End Product Sync - department-of-veterans-affairs/caseflow GitHub Wiki

Overview

The existing end product (EP) sync process has been replaced (but not depracated) with a new process that leverages claim data replicated from VBMS to identify out of sync EPs in Caseflow. The new process prioritizes EndProductEstablishments (EPEs) to be synced when it is cleared ("CLR") or canceled ("CAN") in VBMS but not in Caseflow.

Priority EPs are declared by the update_claim_status_trigger on the vbms_ext_claim table. This trigger script is created by add_pepsq_populate_trigger_to_vbms_ext_claim.rb, which finds the EPEs that have a status delta between their associated VbmsExtClaim record. Each EPE that has a delta will create a corresponding PriorityEndProductSyncQueue (PEPSQ) record.

From here, up to 100 PEPSQ records will be assigned to a unique batch in the BatchProcesses table. The PriorityEpSyncBatchProcessJob will then attempt to sync and process these EPEs. If the record fails to sync after being batched three separate times, it will be inserted into the CaseflowStuckRecords table where it is intended to be checked and synced manually.

If an undocumented error occurs that causes a batch to fail while being processed, the entire batch will be picked up by the BatchProcessRescueJob.

Sections:

  1. Old End Product Sync Process
  2. New End Product Sync Implementation
    1. Database Tables
    2. Implementation Logic
      1. 🔴 Adding Priority EPE Records to the PEPSQ Table 🔴
      2. Creating Batches & Processing PEPSQ Records
      3. Batch Reprocessing
    3. Record State
      1. Priority End Product Sync Queue
      2. Batch Process
    4. Metabase Views
    5. Kibana Dashbaord
    6. Relevant Files
      1. Models
      2. Jobs
      3. Scripts

Old End Product Sync Process

SyncReviewsJob kicks off every 2 minutes and attempts to sync 100 priority EPEs with their associated VBMS claim object one at a time.

sync_reviews_job.rb

The sync! method is called on the EPE after retrieving it from the database.

end_product_sync_job.rb

If the EPE is active, Caseflow calls VBMS to get the claim object. Unless the VBMS object's status is cancelled, any contentions associated with the claim will also be retrieved. The EPE's synced_status is updated to the VBMS object's status and last_synced_at is updated to the current date/time.

end_product_establishment.rb

New End Product Sync Implementation

Database Tables

PriorityEndProductSyncQueue

The priority_end_product_sync_queue table is intended to hold records in priority order that point back to the EPE table. These records are to be used as a queue of EPEs that need to be synced ahead of all others and organized in batched groups via the batch_processes table. The main record-holding table used for this sync implementation.
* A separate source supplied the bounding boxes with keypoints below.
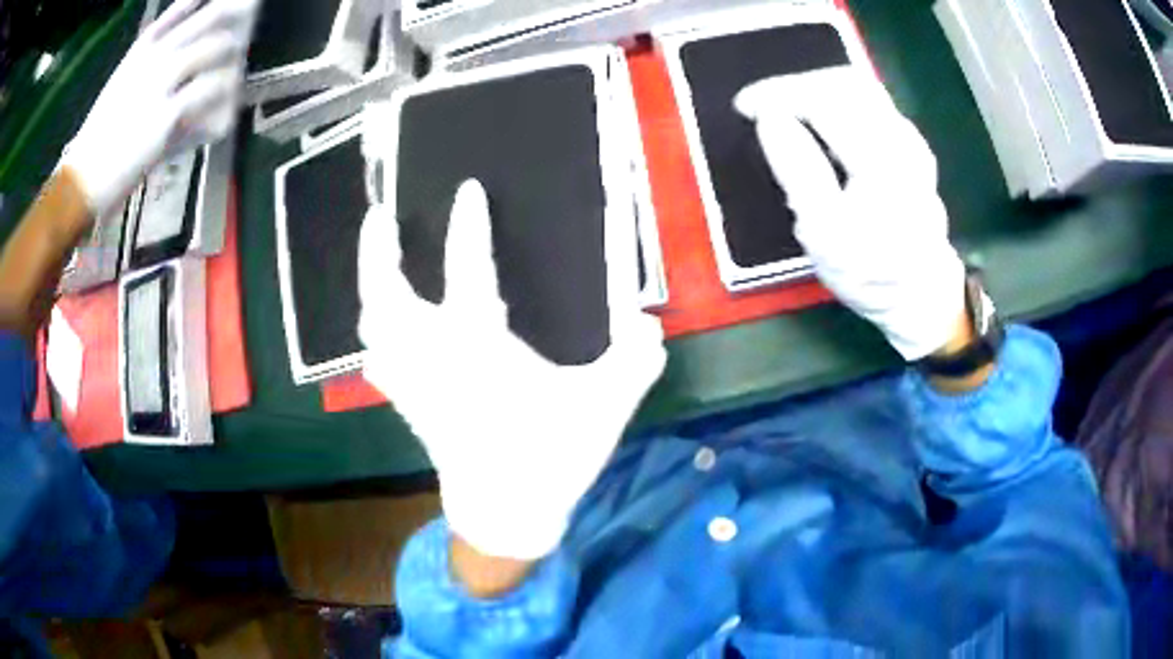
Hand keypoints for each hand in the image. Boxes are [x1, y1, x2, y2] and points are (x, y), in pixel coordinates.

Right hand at [61, 0, 258, 219]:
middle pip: (211, 15)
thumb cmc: (101, 135)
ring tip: (235, 70)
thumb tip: (187, 50)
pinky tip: (227, 102)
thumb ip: (151, 61)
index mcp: (143, 47)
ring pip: (217, 46)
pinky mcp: (166, 113)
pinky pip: (211, 89)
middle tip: (248, 23)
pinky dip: (224, 93)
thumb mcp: (123, 84)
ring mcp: (161, 81)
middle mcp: (155, 55)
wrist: (82, 178)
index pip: (184, 4)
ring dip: (232, 57)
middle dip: (236, 15)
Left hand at [359, 180, 666, 559]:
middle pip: (385, 295)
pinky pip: (377, 360)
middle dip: (376, 251)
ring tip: (377, 263)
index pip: (467, 268)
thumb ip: (635, 357)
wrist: (507, 513)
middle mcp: (434, 355)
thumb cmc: (551, 458)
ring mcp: (414, 381)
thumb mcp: (606, 405)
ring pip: (372, 328)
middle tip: (379, 217)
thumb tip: (645, 319)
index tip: (468, 189)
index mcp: (479, 346)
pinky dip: (376, 338)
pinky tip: (382, 332)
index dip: (467, 225)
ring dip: (370, 290)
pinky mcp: (409, 403)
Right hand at [735, 68, 967, 360]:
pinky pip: (868, 101)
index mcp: (882, 161)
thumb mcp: (823, 233)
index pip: (825, 100)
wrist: (919, 293)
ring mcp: (910, 139)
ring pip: (858, 87)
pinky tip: (817, 119)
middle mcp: (902, 139)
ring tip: (784, 107)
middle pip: (844, 82)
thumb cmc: (869, 271)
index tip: (744, 106)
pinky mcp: (910, 143)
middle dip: (795, 85)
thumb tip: (770, 117)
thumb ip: (798, 169)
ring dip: (814, 88)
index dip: (779, 94)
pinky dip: (834, 99)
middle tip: (761, 103)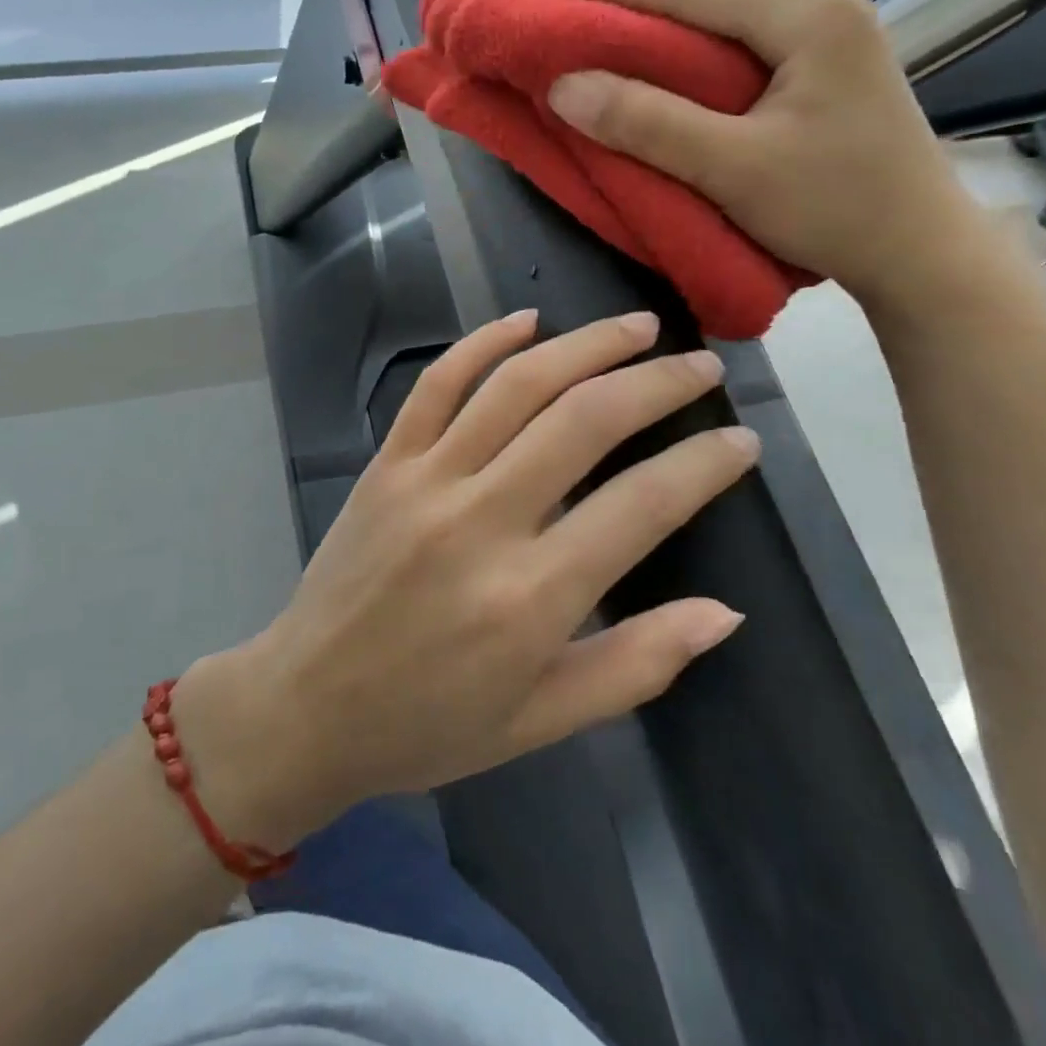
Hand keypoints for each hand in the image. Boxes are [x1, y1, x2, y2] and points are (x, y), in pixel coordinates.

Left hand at [175, 310, 757, 848]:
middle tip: (701, 365)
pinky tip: (526, 320)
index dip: (703, 463)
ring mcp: (426, 479)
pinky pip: (436, 384)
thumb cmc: (428, 725)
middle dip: (656, 382)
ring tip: (638, 326)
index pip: (643, 504)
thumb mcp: (541, 720)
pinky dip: (483, 343)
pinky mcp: (385, 462)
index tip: (740, 440)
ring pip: (516, 384)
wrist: (305, 705)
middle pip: (584, 420)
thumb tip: (726, 613)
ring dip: (584, 344)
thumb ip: (637, 664)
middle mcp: (481, 519)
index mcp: (531, 596)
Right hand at [530, 0, 996, 313]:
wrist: (919, 250)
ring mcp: (829, 27)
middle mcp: (822, 2)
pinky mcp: (823, 57)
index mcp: (809, 17)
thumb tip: (564, 86)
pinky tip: (667, 45)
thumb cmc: (835, 211)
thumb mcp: (733, 171)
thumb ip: (649, 124)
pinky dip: (693, 20)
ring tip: (609, 13)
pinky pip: (744, 16)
When an EPE is determined to be out of sync, a new PriorityEndProductSyncQueue (PEPSQ) record is created with the associated end_product_establishment_id.
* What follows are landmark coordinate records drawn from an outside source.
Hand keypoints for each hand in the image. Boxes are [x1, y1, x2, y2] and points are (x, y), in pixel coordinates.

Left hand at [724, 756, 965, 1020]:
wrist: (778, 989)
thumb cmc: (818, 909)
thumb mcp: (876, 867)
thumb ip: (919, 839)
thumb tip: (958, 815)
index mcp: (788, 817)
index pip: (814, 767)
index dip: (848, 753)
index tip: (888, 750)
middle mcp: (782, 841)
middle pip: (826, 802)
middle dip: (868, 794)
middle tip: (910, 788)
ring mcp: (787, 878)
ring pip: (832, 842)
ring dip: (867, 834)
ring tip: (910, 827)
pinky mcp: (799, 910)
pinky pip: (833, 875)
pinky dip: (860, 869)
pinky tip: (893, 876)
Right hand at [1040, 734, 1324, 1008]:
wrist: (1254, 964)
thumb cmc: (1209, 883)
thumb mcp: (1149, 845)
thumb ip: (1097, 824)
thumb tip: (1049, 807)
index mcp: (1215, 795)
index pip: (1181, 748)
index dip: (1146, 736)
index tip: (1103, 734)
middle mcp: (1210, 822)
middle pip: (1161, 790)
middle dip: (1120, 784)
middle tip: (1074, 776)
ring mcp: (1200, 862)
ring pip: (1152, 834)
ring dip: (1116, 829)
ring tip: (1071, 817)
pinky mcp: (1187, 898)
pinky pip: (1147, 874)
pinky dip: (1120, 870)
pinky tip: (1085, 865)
Key Data Point Description Constraints
End Product Establishment ID A link back to the end_product_establishment record to be synced Not null and ID must exist in the epe table
Batch ID A unique UUID for the batch the record is executed with Not null and ID must exist in the batch table
Created At The Date/Time that the record entered teh queue
Status A status to indicate what state the record is in such as PROCESSING, PROCESSED, and ERROR Not null and defaults to "NOT_PROCESSED"
Error Messages An array of the error message(s) containing the Batch ID and specific error if a failure occurs Defaults to an empty array
Last Batched At Data and Time the record was last assigned a batch

BatchProcesses

The batch_processes table houses execution records of batches ran in Caseflow for different sync processes. It acts as a base class for other models and is mainly used for inheritance. Contains the find_records, create_batch!, and process_batch! methods that are to be overridden by the inherited class (see priority_ep_sync_batch_process.rb). This class is also responsible for handling errors for records within the batch via the error_out_record! method. Every table intending to use this table must contain batch_id and last_batched_at columns.
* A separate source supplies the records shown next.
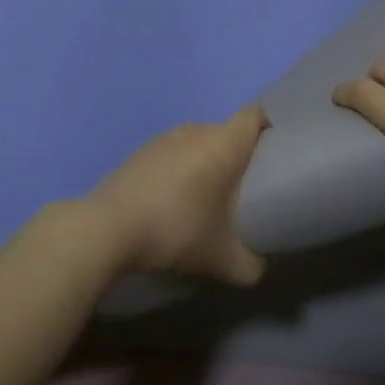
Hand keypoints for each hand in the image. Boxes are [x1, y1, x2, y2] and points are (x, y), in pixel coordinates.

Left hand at [85, 106, 269, 284]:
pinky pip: (173, 154)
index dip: (269, 128)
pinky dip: (179, 171)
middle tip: (245, 190)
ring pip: (198, 143)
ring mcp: (164, 138)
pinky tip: (174, 203)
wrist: (108, 229)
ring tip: (208, 199)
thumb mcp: (222, 260)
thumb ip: (251, 265)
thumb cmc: (176, 230)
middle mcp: (196, 130)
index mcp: (223, 143)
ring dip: (206, 164)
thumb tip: (259, 268)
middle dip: (238, 156)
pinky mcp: (140, 152)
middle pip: (227, 132)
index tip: (276, 154)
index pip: (255, 115)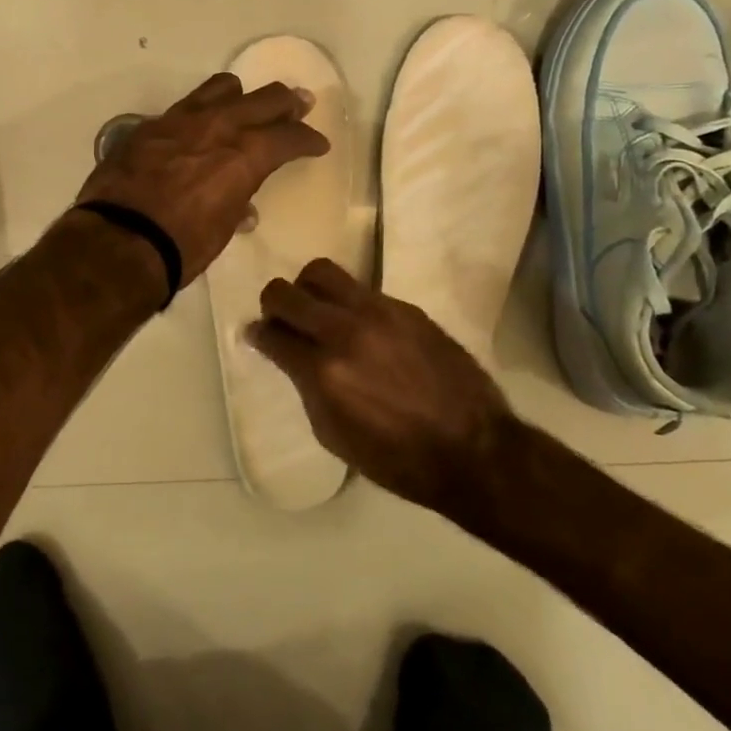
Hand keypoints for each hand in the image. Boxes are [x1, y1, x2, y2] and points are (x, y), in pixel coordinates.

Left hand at [76, 73, 328, 282]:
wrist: (118, 241)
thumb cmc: (181, 246)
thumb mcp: (221, 229)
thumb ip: (236, 204)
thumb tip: (242, 207)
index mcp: (244, 155)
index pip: (288, 137)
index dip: (308, 140)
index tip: (317, 143)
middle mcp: (216, 127)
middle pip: (263, 99)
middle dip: (287, 103)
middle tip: (299, 104)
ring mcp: (179, 121)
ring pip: (220, 89)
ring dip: (240, 96)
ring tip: (245, 104)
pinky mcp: (148, 127)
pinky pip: (183, 108)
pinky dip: (199, 115)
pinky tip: (196, 130)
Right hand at [248, 259, 525, 518]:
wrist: (473, 449)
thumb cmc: (397, 458)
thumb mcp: (334, 435)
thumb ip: (305, 387)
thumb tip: (287, 355)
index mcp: (323, 372)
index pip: (271, 334)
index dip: (258, 335)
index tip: (258, 337)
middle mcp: (344, 332)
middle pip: (285, 293)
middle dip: (273, 305)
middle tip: (281, 319)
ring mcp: (377, 313)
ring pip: (321, 272)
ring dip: (308, 289)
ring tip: (317, 310)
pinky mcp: (406, 308)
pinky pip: (361, 289)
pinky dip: (348, 302)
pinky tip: (361, 327)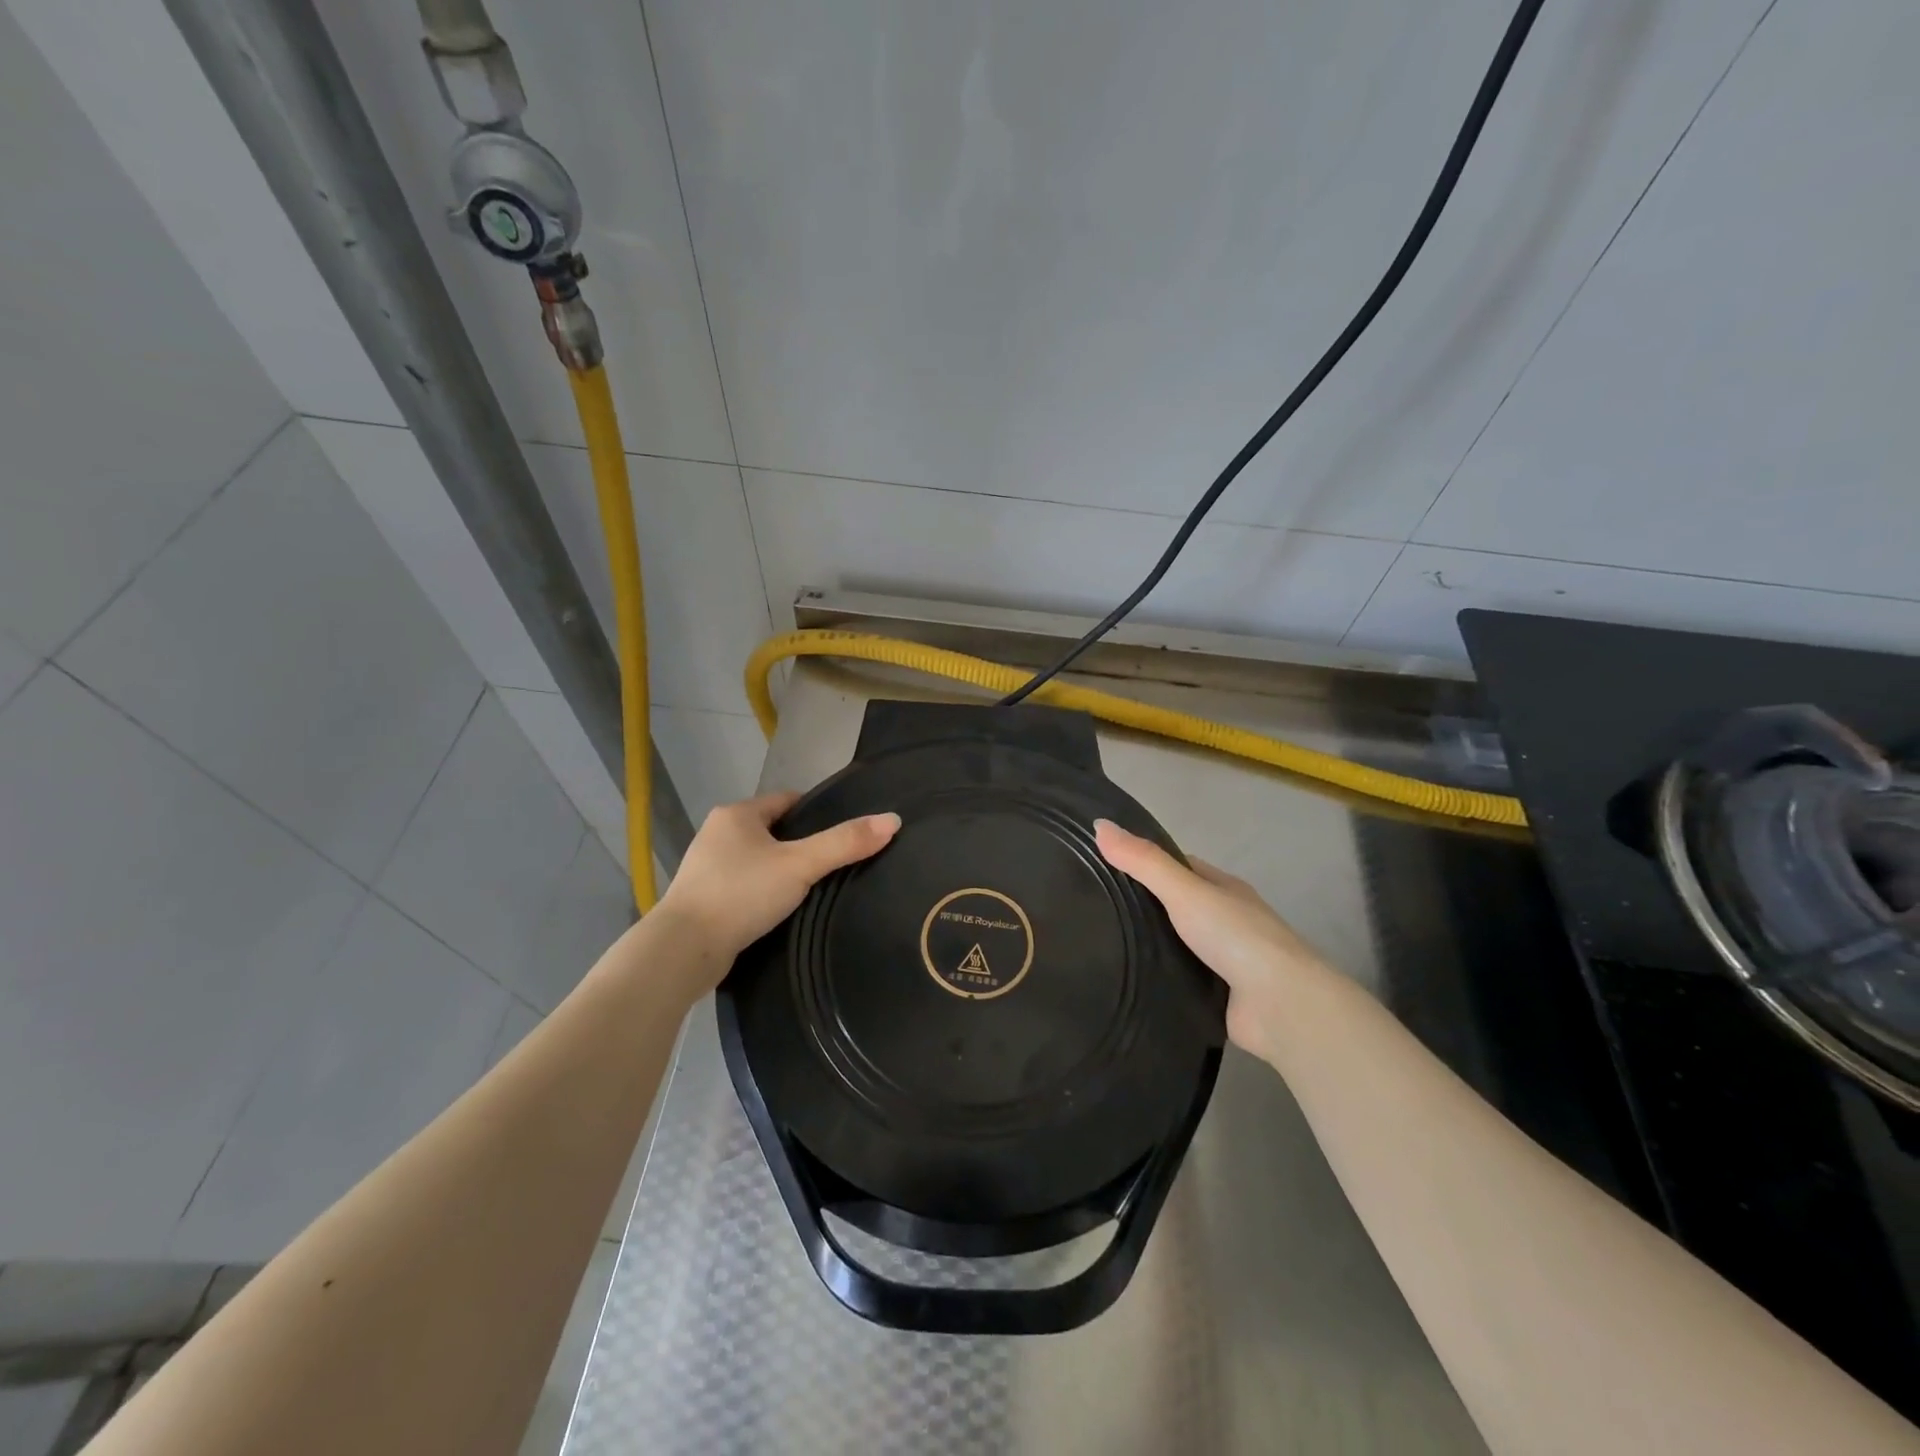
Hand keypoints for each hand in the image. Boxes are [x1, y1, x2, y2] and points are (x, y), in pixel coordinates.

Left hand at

Key Data Point Description Constraints
Batch ID (PK) A unique UUID generated to identify the batch and all records associated with the batch Not null, must be UUID
State The state of the batch such as PROCESSING and PROCESSED Not null and defaults to "PRE_PROCESSING"
Batch Type A field to be able to identify what process the batch was ran for such as Priority Sync Not null and must be process that exists
Started At A Timestamp of when the batch began processing
Ended At A Timestamp of when the batch finished processing
Records Attempted The number of records in the batch attempting to be processed Defaults to 0
Record Completed The number of records in the batch that completed processing successfully Defaults to 0
Records Failed The number of records in the batch that failed processing Defaults to 0

CaseflowStuckRecords

The caseflow_stuck_records table is a polymorphic table intended to hold records that have attempted to be executed by multiple batches for a particular process such as Priority Ep Sync. Priority Ep Sync records are currently given 3 attempts to sync (Constant: ERROR_LIMIT). Upon erroring out for the third time, the declare_record_stuck! method is called, updating the record's status and creating an associated record within the caseflow_stuck_records table. This table is meant to aide support in reporting and remediating stuck executions.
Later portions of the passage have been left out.